Görüşler
İki devlet
"9. Sütun” adlı kitabımızda yer almıştı aşağıdaki yazımız...
Günümüze öyle yakışıyor ki!
…….
1990’ın mart ayı...
Avrupalı milletvekilleri Antalya'da toplanıyor...
Daha ilk günlerde Türk gazetelerini didik didik inceliyorlar. Manşetler:
"Güneydoğu’dan insan manzaraları..."
Avrupalı milletvekilleri, Güneydoğu olaylarına rahatlıkla bakıyorlar.. Önerileri açık:
"Terörle mücadele ederken, insan haklarına uygun hareket etmek gerek..."
Bu sözler cumhurbaşkanı uçağı ile ağırlanan Avrupa Topluluğu Komiseri "Abel Matutes"in...
Sinyor Matutes’in AT konusundaki Türkiye ile ilgili görüşleri şöyleydi:
"Bırakın demokrasi standardını falan, sizin endüstri hedefleriniz bile bize uymuyor. Biz çelik endüstrisini tasfiye ederken siz son yıllarda çelik üretimini arttırdınız. Bu birbirimizi yıpratmak olacak. Hem AT için, hem sizin için belirsiz bir macera..."
Bir de tarih veriyor AT için:
“Belki ikibinli yıllarda..."
…….
Aynı günlerde Güneydoğu’daki olayları sergileyen fotoğraflarda çoluk-çocuk işaret ve orta parmağını ayırarak gösteri yapıyordu...
"Churchill"in zafer işareti değildi bu!
"İki, yani iki devlet!.."
Avrupalı parlamenterler de bu görüntülere şu görüşle katılıyorlardı:
"Türkiye büyük ülke, iki devleti kaldırır!"
…….
Aradan 23 yıl geçmiş...
Önce "iki dil", sonra "özerklik..."
Ardından "açılım..."
Kaçılım, saçılım, "akiller" falan derken, Erdoğan Barzani’nin yanında noktayı koydu:
"Kürdistan..."
Fazla eleştirmeye gerek yok!
AKP’nin adı bile yokken çocuklar istemişti:
“İki, yani iki devlet!..”
Cumartesi öyküsü
Şehitlerimizin anısına saygıyla
-İlkokul Öğrencisiydim. Yüzünü hep asık gördüğümüzden olsa gerek, okul müdürümüzden çok korkardık. Bir sabah asık suratlı müdür dershaneye geldi. Ama hiç alışık olmadığımız biçimde sevecendi... Ayağa kalkan sınıf öğretmenimizin kulağına usulca bir şeyler söyledi.
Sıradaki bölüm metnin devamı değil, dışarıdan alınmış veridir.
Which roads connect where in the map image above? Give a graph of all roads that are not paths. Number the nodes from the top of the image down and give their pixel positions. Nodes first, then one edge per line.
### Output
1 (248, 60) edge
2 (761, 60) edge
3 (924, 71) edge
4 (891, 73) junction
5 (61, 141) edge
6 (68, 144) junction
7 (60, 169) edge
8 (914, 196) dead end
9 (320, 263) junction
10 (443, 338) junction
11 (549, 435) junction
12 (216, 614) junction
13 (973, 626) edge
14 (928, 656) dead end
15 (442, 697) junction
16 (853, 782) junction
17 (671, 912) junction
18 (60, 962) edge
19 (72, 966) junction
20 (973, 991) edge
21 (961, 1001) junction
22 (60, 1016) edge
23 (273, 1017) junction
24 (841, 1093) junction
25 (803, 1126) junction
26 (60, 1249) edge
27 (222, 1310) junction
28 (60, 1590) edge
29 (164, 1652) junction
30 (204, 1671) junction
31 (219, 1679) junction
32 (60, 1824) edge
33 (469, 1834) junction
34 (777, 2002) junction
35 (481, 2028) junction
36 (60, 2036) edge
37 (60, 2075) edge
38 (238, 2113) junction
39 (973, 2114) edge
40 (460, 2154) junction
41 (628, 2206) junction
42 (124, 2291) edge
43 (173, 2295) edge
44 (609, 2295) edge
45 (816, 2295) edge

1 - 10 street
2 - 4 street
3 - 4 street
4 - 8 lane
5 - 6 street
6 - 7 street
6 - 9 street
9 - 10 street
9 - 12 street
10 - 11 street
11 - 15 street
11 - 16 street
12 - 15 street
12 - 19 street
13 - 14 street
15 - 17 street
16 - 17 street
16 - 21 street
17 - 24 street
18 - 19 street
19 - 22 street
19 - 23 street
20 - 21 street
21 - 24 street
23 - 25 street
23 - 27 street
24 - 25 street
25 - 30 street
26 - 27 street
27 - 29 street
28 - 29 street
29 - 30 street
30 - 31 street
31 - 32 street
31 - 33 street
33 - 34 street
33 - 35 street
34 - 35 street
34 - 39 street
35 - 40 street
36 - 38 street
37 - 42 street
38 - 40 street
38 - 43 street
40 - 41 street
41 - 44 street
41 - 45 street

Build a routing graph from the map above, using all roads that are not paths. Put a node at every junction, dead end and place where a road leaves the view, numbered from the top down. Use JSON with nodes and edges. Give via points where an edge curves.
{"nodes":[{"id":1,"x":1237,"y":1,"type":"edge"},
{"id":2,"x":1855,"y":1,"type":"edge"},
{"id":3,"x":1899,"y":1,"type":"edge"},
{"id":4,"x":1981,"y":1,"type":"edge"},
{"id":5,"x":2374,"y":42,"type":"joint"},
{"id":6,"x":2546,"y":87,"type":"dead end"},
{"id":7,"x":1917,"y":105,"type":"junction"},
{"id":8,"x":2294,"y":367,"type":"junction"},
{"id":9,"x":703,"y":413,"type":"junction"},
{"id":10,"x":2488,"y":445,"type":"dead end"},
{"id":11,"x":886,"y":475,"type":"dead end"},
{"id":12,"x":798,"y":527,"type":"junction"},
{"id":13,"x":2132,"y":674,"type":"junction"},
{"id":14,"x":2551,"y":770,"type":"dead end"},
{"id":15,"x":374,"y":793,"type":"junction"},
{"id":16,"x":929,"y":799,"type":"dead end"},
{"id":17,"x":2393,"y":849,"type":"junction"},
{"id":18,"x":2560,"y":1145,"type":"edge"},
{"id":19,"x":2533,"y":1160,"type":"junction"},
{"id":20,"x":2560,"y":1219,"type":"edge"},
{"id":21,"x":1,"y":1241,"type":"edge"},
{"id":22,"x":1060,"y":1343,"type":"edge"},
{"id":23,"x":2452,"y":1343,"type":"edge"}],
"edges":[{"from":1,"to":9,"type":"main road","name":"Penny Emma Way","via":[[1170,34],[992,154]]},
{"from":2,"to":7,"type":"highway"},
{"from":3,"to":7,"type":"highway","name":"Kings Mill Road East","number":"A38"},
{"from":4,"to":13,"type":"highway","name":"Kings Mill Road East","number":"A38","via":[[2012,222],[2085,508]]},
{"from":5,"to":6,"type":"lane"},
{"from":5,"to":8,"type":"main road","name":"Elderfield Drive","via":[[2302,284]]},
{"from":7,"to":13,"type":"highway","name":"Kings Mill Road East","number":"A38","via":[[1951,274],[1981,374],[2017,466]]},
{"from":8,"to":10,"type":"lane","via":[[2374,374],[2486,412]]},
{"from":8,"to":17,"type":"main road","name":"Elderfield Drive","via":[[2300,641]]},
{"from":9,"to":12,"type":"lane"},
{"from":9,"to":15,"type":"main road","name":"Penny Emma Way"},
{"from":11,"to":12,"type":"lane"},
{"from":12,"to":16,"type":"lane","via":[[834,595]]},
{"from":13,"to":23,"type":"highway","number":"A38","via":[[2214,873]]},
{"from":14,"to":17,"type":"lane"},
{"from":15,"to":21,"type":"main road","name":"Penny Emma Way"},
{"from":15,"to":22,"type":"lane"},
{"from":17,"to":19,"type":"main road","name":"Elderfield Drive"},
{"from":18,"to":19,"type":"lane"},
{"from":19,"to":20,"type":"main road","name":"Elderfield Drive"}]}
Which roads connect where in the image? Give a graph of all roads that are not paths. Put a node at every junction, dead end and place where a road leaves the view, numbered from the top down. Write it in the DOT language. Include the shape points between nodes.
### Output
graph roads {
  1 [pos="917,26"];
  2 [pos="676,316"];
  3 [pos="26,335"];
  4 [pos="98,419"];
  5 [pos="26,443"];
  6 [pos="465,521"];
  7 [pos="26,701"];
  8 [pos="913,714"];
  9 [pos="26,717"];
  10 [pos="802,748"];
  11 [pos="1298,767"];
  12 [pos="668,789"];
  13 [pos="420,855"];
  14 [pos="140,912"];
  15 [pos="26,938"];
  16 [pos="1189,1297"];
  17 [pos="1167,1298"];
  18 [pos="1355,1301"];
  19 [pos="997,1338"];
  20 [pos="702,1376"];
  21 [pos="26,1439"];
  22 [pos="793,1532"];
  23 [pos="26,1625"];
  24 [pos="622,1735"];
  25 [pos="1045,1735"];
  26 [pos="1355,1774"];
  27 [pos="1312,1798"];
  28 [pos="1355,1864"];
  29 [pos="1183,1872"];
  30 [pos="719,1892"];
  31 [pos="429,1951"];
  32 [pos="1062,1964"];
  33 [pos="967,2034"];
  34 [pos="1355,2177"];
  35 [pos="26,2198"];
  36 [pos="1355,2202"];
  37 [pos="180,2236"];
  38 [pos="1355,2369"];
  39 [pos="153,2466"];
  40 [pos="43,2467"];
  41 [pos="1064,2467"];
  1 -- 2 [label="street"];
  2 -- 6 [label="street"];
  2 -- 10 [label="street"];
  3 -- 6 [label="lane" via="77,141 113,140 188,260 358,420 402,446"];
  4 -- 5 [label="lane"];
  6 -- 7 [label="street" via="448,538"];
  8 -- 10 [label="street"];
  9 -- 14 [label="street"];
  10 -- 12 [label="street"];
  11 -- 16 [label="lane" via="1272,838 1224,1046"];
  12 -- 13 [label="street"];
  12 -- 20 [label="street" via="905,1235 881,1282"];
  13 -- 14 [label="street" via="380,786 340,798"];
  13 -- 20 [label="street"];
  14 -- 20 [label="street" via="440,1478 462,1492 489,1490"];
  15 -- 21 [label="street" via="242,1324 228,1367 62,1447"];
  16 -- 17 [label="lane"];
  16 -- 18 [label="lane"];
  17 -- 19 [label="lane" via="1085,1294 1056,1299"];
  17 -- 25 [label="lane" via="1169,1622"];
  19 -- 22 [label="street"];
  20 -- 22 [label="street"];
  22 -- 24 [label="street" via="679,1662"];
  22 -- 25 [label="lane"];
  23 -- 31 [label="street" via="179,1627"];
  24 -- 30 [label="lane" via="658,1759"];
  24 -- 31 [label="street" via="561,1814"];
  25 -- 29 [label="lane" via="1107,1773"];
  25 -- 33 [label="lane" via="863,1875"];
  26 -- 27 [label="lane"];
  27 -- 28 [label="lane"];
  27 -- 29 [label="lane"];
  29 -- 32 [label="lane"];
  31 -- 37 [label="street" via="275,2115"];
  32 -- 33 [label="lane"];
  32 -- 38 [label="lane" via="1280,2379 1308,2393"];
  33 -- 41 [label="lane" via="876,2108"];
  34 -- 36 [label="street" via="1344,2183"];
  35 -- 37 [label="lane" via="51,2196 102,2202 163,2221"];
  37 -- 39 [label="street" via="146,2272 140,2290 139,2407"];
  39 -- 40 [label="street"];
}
Öğretmenin yüzü değişmişti! Gözlerinin yaşla dolduğunu görebiliyorduk. Sonra bize doğru yönelerek benim iki sıra arkamda oturan bir arkadaşımızın yanma gitti. Saçlarını okşayarak elini tuttu ve beraberce sınıftan çıktılar.
Sınıf olarak şaşkındık, bütün olanlardan hiçbir şey anlamamıştık. İlerleyen saatlerde teneffüs aralarında kulağımıza çalınan konuşmalardan babasının havacı olduğunu öğrendik. Galiba uçağının düştüğünü söylüyorlardı.
"Böyle bir olayı yaşamıştım galiba!"
Bir sabah evimizi ansızın dolduran mavi kalabalığı anımsamıştım. Ve annemin uzun sessizlikleri bölen haykırışlarını, beni birilerinin kucağına alıp evin bahçesine çıkardıklarını...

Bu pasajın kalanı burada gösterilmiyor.